Protected expressive conduct may, for a charitable funder, include how and to whom it gives away its money. For example, in a case brought against the AmazonSmile Foundation, the foundation excluded certain charities from receiving charitable funds under the AmazonSmile program because the Southern Poverty Law Center had identified the charities as "hate groups." One such group, Coral Ridge Ministries Media ("Coral Ridge"), was labeled a hate group on the basis of its anti-LGBTQ positions, which Coral Ridge asserted had religious underpinnings. Coral Ridge claimed that its exclusion from the AmazonSmile program violated Title II of the Civil Rights Act of 1964, which prohibits discrimination on the basis of race, color, religion, or national origin in places of public accommodation. The trial court rejected Coral Ridge's claim, and the U.S. Court of Appeals for the Eleventh Circuit affirmed, on the basis that Coral Ridge's interpretation of Title II violated the First Amendment because it would alter Amazon's expression by forcing it to donate to an organization that it did not wish to promote.[4]
The Coral Ridge suit alleged that the funding program discriminated on the basis of religion, but the court's reasoning that anti-discrimination statutes cannot force a funder to give money to organizations that it does not agree with applies equally to claims of discrimination on the basis of race. Funders should consider how best to document that their grant programs express their core values, in order to assert a robust defense on this basis.
The Road Ahead
By prohibiting consideration of race as an independent factor in college admissions, the decision in the Students for Fair Admissions cases has opened the door for challenges to race-based decision-making by nonprofit organizations more broadly. Every organization that uses race as a factor in its determinations should be mindful of the potential for legal challenges, evaluate its exposure, and develop a strategy for the future.
[1] See "Title VI Legal Manual" at p. 8, Civil Rights Division, Department of Justice; see, e.g., Paralyzed Veterans of Am. v. Civil Aeronautics Bd., 752 F.2d 694, 708–09 (D.C. Cir. 1985); Johnny's Icehouse, Inca v. Amateur Hockey Ass'n of Ill., Inc., 134 F. Supp. 2d 965, 971–72 (N.D. Ill. 2001); Chaplin v. Consol. Edison Co., 628 F. Supp. 143, 145–46 (S.D.N.Y. 1986).
[2] See McGlotten v. Connally, 338 F. Supp. 448, 462 (D.D.C. 1972) (provision of a tax deduction for charitable contributions is a grant of federal financial assistance within the scope of the 1964 Civil Rights Act); Fulani v. League of Women Voters Educ. Fund, 684 F. Supp. 1185, 1192 (S.D.N.Y. 1988), aff'd, 882 F.2d 621 (2d Cir. 1989) (jurisdiction under Title VI and Title IX because "the League receives federal assistance indirectly through its tax exemption and directly through grants from the Department of Energy and the EPA.").
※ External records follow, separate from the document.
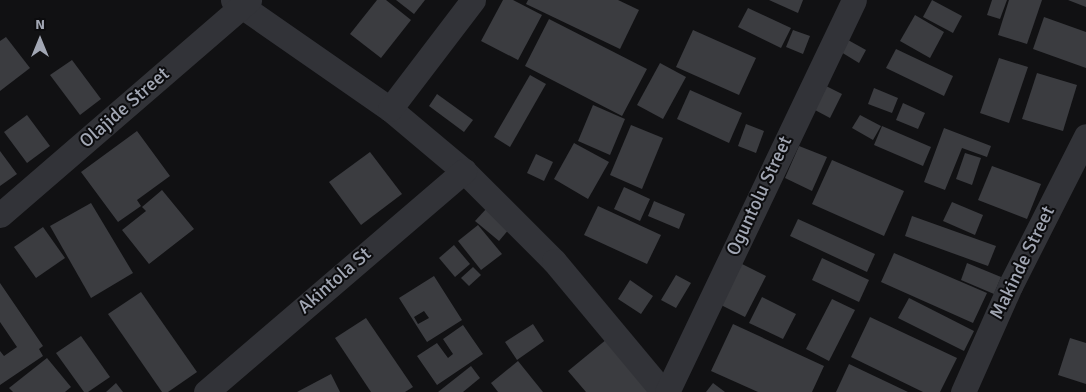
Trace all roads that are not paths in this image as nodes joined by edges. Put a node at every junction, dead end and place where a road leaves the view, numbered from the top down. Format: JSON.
{"nodes":[{"id":1,"x":473,"y":0,"type":"edge"},
{"id":2,"x":854,"y":0,"type":"edge"},
{"id":3,"x":241,"y":2,"type":"edge"},
{"id":4,"x":390,"y":109,"type":"junction"},
{"id":5,"x":1086,"y":136,"type":"edge"},
{"id":6,"x":464,"y":171,"type":"junction"},
{"id":7,"x":0,"y":215,"type":"edge"},
{"id":8,"x":206,"y":392,"type":"edge"},
{"id":9,"x":663,"y":392,"type":"edge"},
{"id":10,"x":667,"y":392,"type":"edge"},
{"id":11,"x":963,"y":392,"type":"edge"}],
"edges":[{"from":1,"to":4,"type":"street"},
{"from":2,"to":10,"type":"street","name":"Oguntolu Street"},
{"from":3,"to":4,"type":"street"},
{"from":3,"to":7,"type":"street","name":"Olajide Street"},
{"from":4,"to":6,"type":"street"},
{"from":5,"to":11,"type":"street","name":"Makinde Street"},
{"from":6,"to":8,"type":"street","name":"Akintola St"},
{"from":6,"to":9,"type":"street"}]}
[3] Do No Harm v. Pfizer Inc., No. 1:22-CV-07908 (JLR), 2022 WL 17740157 (S.D.N.Y. Dec. 16, 2022) (a ruling against Do No Harm solely on procedural grounds is currently on appeal); Do No Harm v. Health Affairs et al. Docket No. 1:22-cv-02670 (D.D.C. Sep 06, 2022) (currently in pre-trial stage).
[4] Coral Ridge Ministries Media, Inc. v. Amazon.com, Inc., 6 F.4th 1247 (11th Cir. 2021).